#### Records
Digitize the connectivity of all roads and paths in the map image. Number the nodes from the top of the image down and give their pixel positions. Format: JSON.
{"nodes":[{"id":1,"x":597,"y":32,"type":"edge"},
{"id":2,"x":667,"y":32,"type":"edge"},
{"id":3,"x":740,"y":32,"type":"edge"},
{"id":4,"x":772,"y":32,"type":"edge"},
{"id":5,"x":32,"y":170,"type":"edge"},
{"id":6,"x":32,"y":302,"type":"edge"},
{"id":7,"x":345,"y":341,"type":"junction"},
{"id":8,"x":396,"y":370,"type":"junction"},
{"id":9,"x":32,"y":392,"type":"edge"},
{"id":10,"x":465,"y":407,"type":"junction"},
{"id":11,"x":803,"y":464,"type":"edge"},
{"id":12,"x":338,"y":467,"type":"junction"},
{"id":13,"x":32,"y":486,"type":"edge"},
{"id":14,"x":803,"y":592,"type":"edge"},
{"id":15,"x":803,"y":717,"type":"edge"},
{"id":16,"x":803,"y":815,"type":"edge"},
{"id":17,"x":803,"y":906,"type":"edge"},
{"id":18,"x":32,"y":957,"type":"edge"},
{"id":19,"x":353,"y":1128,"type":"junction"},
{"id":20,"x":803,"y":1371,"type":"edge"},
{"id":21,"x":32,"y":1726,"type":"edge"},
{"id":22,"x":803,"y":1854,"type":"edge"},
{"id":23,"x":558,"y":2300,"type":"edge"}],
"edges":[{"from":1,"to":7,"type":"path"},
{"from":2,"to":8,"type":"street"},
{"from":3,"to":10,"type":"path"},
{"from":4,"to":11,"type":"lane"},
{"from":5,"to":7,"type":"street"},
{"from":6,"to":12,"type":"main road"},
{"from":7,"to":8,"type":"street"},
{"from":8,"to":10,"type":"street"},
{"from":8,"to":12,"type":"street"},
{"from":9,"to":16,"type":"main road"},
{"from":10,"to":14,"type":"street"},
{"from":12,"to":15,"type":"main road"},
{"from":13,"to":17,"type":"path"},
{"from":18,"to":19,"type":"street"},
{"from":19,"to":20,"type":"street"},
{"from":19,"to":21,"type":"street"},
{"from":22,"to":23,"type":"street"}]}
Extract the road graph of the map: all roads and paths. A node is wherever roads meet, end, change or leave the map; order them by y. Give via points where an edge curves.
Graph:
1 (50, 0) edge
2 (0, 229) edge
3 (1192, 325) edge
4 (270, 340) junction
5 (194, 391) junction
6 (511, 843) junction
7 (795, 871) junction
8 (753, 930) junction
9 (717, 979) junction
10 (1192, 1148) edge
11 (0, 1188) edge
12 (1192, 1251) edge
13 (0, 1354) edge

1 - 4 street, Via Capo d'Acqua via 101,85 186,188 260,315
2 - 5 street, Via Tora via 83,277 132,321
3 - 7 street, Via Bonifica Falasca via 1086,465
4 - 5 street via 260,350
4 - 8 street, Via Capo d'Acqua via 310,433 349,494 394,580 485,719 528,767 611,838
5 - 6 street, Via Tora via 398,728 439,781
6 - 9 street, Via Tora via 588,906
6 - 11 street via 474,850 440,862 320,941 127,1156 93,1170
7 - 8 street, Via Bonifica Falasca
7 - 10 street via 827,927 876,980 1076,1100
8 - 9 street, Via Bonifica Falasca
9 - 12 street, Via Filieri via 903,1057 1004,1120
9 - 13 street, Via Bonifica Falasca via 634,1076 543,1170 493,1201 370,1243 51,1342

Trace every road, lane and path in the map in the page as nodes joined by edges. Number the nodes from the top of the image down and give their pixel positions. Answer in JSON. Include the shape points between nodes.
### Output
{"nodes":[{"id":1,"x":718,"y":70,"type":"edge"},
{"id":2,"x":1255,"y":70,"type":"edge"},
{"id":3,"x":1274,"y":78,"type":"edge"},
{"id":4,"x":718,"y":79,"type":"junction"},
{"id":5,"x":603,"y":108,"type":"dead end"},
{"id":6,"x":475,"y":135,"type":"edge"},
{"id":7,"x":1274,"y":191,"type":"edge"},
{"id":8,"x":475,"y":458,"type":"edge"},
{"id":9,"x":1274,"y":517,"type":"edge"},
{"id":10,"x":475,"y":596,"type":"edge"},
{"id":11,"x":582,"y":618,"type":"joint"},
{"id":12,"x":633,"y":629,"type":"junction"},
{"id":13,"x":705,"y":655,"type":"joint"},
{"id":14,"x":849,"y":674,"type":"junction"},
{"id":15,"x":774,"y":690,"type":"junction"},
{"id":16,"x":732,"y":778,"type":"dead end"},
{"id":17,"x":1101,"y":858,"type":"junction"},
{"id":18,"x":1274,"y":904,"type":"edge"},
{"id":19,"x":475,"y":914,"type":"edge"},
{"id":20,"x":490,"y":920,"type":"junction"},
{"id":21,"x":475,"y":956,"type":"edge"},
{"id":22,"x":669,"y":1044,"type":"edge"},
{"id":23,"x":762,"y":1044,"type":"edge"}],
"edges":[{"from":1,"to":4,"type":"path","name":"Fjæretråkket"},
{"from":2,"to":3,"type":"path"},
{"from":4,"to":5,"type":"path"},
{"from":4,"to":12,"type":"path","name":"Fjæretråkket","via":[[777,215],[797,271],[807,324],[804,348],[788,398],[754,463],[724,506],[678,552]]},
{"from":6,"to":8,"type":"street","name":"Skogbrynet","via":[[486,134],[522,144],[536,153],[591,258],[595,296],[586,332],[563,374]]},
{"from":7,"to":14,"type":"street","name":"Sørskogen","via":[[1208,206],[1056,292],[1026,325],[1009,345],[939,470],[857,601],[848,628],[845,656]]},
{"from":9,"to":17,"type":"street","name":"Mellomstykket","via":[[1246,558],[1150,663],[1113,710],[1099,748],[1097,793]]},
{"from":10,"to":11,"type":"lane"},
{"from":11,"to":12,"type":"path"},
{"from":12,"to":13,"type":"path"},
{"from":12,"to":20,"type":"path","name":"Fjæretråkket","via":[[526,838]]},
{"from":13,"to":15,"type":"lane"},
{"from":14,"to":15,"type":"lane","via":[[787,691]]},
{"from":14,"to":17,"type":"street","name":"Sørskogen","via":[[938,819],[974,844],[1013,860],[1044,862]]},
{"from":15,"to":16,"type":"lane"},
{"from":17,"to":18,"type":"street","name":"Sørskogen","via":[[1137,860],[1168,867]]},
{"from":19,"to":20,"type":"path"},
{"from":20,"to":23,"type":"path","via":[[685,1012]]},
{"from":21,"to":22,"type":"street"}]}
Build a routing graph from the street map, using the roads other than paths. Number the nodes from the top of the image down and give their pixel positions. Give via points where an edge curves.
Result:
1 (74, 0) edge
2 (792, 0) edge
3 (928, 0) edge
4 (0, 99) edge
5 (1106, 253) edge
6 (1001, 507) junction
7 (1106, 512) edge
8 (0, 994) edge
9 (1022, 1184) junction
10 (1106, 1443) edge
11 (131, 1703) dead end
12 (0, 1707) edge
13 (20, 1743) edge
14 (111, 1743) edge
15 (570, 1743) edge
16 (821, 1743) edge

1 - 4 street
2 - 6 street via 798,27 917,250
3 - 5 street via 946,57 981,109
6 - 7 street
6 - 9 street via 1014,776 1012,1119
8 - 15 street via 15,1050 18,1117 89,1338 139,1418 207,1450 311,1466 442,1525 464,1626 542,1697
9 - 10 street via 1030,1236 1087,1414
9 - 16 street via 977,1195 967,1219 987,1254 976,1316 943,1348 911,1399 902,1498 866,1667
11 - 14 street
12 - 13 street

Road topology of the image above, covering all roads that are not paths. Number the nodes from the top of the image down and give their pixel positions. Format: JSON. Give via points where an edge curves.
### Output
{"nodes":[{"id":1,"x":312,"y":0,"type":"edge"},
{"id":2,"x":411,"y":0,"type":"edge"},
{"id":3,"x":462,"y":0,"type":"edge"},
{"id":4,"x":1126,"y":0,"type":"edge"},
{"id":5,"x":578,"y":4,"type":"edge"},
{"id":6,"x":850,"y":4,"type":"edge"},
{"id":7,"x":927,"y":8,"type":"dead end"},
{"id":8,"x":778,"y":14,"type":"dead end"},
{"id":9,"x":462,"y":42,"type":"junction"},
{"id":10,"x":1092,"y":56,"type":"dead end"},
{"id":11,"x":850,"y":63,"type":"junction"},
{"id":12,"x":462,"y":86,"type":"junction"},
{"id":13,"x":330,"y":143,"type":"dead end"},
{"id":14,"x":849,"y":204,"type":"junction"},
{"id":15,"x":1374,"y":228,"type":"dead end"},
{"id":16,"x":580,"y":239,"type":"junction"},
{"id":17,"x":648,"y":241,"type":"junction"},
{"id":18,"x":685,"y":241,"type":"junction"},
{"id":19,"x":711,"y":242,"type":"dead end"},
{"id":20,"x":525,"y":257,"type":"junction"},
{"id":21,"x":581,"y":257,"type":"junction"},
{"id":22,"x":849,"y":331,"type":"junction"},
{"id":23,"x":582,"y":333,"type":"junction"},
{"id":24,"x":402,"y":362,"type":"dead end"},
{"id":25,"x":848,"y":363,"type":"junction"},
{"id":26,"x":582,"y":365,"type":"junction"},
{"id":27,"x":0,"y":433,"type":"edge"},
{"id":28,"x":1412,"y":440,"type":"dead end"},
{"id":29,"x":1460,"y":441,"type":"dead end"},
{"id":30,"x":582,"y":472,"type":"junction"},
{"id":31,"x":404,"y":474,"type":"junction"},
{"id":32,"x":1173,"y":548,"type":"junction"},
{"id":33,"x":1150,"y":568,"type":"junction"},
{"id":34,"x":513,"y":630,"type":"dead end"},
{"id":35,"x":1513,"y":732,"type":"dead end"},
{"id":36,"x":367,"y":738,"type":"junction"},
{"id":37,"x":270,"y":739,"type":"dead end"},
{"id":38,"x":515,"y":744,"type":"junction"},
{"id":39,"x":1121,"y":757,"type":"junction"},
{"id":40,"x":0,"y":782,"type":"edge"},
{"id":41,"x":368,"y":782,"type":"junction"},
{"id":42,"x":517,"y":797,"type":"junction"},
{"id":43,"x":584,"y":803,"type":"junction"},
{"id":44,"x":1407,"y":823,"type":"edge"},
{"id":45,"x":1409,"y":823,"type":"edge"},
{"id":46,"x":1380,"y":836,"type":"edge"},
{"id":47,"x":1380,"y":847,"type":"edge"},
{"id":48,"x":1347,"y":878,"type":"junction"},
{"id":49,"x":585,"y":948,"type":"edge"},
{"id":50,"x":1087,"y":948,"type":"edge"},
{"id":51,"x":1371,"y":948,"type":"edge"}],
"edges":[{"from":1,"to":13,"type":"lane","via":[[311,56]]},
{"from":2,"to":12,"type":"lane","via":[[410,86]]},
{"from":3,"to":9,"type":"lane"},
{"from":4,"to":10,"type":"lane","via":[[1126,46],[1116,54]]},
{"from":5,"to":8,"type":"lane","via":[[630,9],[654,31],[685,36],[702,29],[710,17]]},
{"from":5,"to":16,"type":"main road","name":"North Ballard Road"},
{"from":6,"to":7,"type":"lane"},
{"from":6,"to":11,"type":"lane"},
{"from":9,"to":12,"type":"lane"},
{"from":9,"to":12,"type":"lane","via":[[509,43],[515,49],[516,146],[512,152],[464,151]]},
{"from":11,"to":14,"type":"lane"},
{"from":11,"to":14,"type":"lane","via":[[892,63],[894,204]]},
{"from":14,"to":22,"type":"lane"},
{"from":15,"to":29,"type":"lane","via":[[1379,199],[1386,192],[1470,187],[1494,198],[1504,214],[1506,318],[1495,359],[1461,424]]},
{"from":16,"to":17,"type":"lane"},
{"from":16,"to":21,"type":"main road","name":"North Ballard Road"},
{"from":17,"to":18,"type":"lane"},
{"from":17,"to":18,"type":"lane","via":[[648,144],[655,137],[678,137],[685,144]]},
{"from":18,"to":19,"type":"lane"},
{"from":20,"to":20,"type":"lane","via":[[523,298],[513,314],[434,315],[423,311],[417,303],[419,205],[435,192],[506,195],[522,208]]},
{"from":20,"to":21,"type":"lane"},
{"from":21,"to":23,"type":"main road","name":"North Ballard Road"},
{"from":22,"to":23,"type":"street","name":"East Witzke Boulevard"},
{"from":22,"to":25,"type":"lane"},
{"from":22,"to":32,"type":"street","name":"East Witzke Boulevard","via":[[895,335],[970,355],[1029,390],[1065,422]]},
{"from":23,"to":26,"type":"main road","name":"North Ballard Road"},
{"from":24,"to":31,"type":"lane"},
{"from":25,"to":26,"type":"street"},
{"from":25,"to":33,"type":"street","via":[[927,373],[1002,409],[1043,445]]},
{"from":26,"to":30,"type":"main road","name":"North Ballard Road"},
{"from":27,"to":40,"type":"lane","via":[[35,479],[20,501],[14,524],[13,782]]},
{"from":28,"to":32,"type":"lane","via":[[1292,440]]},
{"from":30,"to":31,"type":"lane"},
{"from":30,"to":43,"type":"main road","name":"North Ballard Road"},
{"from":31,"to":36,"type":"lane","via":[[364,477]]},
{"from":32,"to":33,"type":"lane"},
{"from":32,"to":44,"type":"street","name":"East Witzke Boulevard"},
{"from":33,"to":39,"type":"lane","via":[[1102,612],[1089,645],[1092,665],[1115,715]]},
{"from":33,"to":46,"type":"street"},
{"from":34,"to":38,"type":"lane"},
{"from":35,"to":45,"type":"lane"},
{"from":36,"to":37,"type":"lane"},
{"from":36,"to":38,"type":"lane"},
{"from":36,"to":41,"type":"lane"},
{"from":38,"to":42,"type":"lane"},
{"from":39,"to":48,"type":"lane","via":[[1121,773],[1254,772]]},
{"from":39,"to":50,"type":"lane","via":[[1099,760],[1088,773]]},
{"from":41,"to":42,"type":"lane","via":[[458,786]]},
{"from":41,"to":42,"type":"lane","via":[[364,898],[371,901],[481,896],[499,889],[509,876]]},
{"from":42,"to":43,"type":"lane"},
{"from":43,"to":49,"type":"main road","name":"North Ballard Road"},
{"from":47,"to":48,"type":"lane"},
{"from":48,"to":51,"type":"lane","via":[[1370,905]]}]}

#### Task details
Copy each line of the entries in which the string "Capo" is found.

#### Worked solution
1 - 4 street, Via Capo d'Acqua via 101,85 186,188 260,315
4 - 8 street, Via Capo d'Acqua via 310,433 349,494 394,580 485,719 528,767 611,838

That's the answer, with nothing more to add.